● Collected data
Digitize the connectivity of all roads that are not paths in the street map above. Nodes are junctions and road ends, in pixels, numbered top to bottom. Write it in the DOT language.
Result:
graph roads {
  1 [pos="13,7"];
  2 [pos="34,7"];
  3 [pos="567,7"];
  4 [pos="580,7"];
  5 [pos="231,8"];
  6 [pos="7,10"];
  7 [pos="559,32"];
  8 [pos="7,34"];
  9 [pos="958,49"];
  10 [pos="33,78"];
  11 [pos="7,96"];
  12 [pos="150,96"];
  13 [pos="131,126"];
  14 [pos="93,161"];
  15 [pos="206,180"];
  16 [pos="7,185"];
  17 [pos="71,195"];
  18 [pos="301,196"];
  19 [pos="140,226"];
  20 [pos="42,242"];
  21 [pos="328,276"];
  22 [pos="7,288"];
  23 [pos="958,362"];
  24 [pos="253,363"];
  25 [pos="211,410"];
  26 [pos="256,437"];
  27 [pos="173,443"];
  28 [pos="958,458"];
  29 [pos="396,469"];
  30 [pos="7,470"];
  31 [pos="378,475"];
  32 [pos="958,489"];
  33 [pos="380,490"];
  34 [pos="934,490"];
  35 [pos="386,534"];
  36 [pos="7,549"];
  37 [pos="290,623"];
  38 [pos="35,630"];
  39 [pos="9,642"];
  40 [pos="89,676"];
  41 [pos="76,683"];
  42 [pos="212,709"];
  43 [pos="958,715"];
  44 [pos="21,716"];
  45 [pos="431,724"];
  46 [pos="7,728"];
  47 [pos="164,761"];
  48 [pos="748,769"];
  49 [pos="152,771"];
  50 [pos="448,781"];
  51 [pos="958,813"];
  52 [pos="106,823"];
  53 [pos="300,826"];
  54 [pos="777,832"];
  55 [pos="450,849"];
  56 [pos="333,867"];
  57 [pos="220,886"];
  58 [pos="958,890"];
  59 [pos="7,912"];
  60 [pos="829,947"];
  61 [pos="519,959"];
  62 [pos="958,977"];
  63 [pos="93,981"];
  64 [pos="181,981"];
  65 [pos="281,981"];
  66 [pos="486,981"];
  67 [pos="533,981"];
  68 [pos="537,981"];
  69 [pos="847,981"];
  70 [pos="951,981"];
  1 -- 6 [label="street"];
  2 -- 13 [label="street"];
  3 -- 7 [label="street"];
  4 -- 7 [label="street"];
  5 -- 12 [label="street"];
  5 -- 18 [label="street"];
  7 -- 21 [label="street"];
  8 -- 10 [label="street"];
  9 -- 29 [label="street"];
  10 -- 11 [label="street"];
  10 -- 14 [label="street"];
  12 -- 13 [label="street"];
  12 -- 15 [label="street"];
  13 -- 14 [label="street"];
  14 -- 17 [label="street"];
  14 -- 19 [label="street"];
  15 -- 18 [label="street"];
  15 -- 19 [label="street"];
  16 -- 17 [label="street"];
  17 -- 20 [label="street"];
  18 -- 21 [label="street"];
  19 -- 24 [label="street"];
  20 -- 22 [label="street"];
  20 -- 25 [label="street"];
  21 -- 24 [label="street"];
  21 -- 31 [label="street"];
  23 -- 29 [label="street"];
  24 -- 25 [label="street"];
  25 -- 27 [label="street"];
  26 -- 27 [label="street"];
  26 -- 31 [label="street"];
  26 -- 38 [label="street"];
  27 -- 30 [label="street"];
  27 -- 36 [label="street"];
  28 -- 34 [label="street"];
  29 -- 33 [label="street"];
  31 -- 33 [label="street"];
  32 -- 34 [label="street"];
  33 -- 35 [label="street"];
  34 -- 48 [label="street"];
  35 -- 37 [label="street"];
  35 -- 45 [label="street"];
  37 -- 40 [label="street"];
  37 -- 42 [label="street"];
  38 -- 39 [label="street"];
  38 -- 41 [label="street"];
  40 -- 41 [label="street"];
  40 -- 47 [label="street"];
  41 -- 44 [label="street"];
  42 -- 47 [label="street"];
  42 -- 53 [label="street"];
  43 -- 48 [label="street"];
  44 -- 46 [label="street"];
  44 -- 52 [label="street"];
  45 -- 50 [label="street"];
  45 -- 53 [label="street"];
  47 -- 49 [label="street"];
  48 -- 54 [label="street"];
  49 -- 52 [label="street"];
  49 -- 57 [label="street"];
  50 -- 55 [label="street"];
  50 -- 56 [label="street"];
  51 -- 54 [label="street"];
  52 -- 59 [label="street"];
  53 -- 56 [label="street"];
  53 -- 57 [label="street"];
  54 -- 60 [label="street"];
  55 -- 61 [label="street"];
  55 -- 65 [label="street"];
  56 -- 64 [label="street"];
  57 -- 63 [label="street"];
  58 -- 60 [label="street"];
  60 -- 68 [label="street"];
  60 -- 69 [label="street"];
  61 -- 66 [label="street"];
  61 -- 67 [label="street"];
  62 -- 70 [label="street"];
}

● What the exercise asks
Word for word, return each of the entries.

● Solution to this problem
Digitize the connectivity of all roads that are not paths in the street map above. Nodes are junctions and road ends, in pixels, numbered top to bottom. Write it in the DOT language.
Result:
graph roads {
  1 [pos="13,7"];
  2 [pos="34,7"];
  3 [pos="567,7"];
  4 [pos="580,7"];
  5 [pos="231,8"];
  6 [pos="7,10"];
  7 [pos="559,32"];
  8 [pos="7,34"];
  9 [pos="958,49"];
  10 [pos="33,78"];
  11 [pos="7,96"];
  12 [pos="150,96"];
  13 [pos="131,126"];
  14 [pos="93,161"];
  15 [pos="206,180"];
  16 [pos="7,185"];
  17 [pos="71,195"];
  18 [pos="301,196"];
  19 [pos="140,226"];
  20 [pos="42,242"];
  21 [pos="328,276"];
  22 [pos="7,288"];
  23 [pos="958,362"];
  24 [pos="253,363"];
  25 [pos="211,410"];
  26 [pos="256,437"];
  27 [pos="173,443"];
  28 [pos="958,458"];
  29 [pos="396,469"];
  30 [pos="7,470"];
  31 [pos="378,475"];
  32 [pos="958,489"];
  33 [pos="380,490"];
  34 [pos="934,490"];
  35 [pos="386,534"];
  36 [pos="7,549"];
  37 [pos="290,623"];
  38 [pos="35,630"];
  39 [pos="9,642"];
  40 [pos="89,676"];
  41 [pos="76,683"];
  42 [pos="212,709"];
  43 [pos="958,715"];
  44 [pos="21,716"];
  45 [pos="431,724"];
  46 [pos="7,728"];
  47 [pos="164,761"];
  48 [pos="748,769"];
  49 [pos="152,771"];
  50 [pos="448,781"];
  51 [pos="958,813"];
  52 [pos="106,823"];
  53 [pos="300,826"];
  54 [pos="777,832"];
  55 [pos="450,849"];
  56 [pos="333,867"];
  57 [pos="220,886"];
  58 [pos="958,890"];
  59 [pos="7,912"];
  60 [pos="829,947"];
  61 [pos="519,959"];
  62 [pos="958,977"];
  63 [pos="93,981"];
  64 [pos="181,981"];
  65 [pos="281,981"];
  66 [pos="486,981"];
  67 [pos="533,981"];
  68 [pos="537,981"];
  69 [pos="847,981"];
  70 [pos="951,981"];
  1 -- 6 [label="street"];
  2 -- 13 [label="street"];
  3 -- 7 [label="street"];
  4 -- 7 [label="street"];
  5 -- 12 [label="street"];
  5 -- 18 [label="street"];
  7 -- 21 [label="street"];
  8 -- 10 [label="street"];
  9 -- 29 [label="street"];
  10 -- 11 [label="street"];
  10 -- 14 [label="street"];
  12 -- 13 [label="street"];
  12 -- 15 [label="street"];
  13 -- 14 [label="street"];
  14 -- 17 [label="street"];
  14 -- 19 [label="street"];
  15 -- 18 [label="street"];
  15 -- 19 [label="street"];
  16 -- 17 [label="street"];
  17 -- 20 [label="street"];
  18 -- 21 [label="street"];
  19 -- 24 [label="street"];
  20 -- 22 [label="street"];
  20 -- 25 [label="street"];
  21 -- 24 [label="street"];
  21 -- 31 [label="street"];
  23 -- 29 [label="street"];
  24 -- 25 [label="street"];
  25 -- 27 [label="street"];
  26 -- 27 [label="street"];
  26 -- 31 [label="street"];
  26 -- 38 [label="street"];
  27 -- 30 [label="street"];
  27 -- 36 [label="street"];
  28 -- 34 [label="street"];
  29 -- 33 [label="street"];
  31 -- 33 [label="street"];
  32 -- 34 [label="street"];
  33 -- 35 [label="street"];
  34 -- 48 [label="street"];
  35 -- 37 [label="street"];
  35 -- 45 [label="street"];
  37 -- 40 [label="street"];
  37 -- 42 [label="street"];
  38 -- 39 [label="street"];
  38 -- 41 [label="street"];
  40 -- 41 [label="street"];
  40 -- 47 [label="street"];
  41 -- 44 [label="street"];
  42 -- 47 [label="street"];
  42 -- 53 [label="street"];
  43 -- 48 [label="street"];
  44 -- 46 [label="street"];
  44 -- 52 [label="street"];
  45 -- 50 [label="street"];
  45 -- 53 [label="street"];
  47 -- 49 [label="street"];
  48 -- 54 [label="street"];
  49 -- 52 [label="street"];
  49 -- 57 [label="street"];
  50 -- 55 [label="street"];
  50 -- 56 [label="street"];
  51 -- 54 [label="street"];
  52 -- 59 [label="street"];
  53 -- 56 [label="street"];
  53 -- 57 [label="street"];
  54 -- 60 [label="street"];
  55 -- 61 [label="street"];
  55 -- 65 [label="street"];
  56 -- 64 [label="street"];
  57 -- 63 [label="street"];
  58 -- 60 [label="street"];
  60 -- 68 [label="street"];
  60 -- 69 [label="street"];
  61 -- 66 [label="street"];
  61 -- 67 [label="street"];
  62 -- 70 [label="street"];
}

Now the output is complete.